Teenagers have always been involved in prostitution, but there’s increasing evidence that young people are getting involved on the business side of the trade -- teenaged girls are serving as pimps for other young girls. And social media are helping make it possible.
Nowhere is the trend more pronounced than in Indonesia, where human trafficking and sex tourism involve up to 70,000 children each year, according to the U.N. International Labor Organization.
What’s new, however, are reports of girls as young as 14 serving as sex solicitors for other young girls. Indonesia’s National Commission for Child Protection report 21 girls between 14 and 16 years of age have been caught working as “mamis” so far this year.
“Even just two years ago, there was not much evidence of children pimping other children,” said Andrea Bertone, Director of HumanTrafficking.org. Bertone says the leap from victim to entrepreneur has been made easy for those savvy in the use of their smartphones.

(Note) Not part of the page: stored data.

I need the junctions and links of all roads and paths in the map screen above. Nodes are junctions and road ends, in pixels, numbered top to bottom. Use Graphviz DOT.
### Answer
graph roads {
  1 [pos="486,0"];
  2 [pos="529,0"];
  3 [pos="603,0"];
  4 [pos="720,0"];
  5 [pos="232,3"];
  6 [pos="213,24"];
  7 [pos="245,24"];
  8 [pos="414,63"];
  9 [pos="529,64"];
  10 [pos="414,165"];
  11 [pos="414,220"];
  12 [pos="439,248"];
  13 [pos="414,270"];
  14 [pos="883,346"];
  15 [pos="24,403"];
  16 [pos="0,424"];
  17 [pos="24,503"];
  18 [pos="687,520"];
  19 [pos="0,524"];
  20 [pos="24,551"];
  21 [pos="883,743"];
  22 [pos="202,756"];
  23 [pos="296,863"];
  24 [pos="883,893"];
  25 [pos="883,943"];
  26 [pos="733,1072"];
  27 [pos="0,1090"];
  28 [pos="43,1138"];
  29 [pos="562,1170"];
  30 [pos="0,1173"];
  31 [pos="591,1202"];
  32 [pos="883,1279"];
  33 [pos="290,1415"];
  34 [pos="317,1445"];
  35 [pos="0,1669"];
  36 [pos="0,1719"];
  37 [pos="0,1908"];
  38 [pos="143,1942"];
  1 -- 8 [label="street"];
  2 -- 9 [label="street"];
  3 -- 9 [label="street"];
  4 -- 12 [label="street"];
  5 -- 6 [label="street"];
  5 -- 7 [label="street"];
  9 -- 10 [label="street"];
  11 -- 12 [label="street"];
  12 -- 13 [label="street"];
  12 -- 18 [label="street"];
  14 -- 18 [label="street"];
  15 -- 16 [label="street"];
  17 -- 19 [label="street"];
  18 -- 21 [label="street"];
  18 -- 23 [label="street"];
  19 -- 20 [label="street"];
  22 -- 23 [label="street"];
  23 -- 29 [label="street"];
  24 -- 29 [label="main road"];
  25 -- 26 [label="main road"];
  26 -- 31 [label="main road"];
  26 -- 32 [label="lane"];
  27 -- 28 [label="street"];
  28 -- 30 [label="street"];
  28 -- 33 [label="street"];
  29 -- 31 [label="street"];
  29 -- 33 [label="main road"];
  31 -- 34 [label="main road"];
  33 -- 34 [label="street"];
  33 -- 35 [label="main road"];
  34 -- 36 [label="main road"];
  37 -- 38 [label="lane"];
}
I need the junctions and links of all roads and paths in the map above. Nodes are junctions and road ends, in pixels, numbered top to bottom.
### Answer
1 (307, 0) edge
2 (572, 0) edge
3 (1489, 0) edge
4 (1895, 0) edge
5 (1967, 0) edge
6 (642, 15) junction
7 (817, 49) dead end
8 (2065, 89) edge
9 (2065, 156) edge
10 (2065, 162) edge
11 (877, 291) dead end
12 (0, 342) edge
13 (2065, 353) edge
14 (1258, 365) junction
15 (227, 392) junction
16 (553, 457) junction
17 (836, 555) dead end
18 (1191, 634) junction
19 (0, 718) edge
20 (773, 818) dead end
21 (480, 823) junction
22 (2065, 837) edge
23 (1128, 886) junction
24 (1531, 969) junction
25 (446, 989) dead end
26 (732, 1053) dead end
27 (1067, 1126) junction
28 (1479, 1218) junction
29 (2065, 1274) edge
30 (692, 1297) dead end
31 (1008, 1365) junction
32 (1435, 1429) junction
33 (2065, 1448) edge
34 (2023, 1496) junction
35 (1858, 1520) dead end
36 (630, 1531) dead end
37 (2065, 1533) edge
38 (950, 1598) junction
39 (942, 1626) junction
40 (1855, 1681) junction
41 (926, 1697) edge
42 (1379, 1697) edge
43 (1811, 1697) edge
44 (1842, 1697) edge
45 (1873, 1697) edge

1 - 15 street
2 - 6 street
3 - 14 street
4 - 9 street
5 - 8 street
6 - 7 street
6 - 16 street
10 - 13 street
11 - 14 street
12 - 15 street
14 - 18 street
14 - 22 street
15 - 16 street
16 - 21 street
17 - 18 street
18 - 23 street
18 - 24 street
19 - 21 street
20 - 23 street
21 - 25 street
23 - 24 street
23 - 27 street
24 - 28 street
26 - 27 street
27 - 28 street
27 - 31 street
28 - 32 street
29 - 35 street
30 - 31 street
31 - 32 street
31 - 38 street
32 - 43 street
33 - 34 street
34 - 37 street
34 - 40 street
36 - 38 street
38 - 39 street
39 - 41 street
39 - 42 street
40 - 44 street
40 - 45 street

Young people can use text messages and social media to book clients and make transactions, experts explain. Standing on dark street corner wearing a short skirt and stiletto heels is no longer a prerequisite.
In some ways, that helps to make child prostitution an invisible crime.
Bertone says society needs to address the needs of those children who become involved in prostitution.
“I think the biggest problem is that girls in Indonesian society are not valued,” Bertone said. “They don’t have opportunities like boys do and they’ll turn to ways to make money that aren’t going to be the most healthy.”
Bertone encourages authorities to introduce other ways of engaging young girls in more productive ways. “Yes, it will be hard,” she said. “ If no one tries, then this is going to happen much more often because the money is a huge draw.”
Indonesia isn’t the only country reporting the phenomenon of teen pimps. A web search found reports going back five years where authorities had arrested or charged teenagers for recruiting other teen girls for prostitution in at least a dozen countries, including the United States and Canada.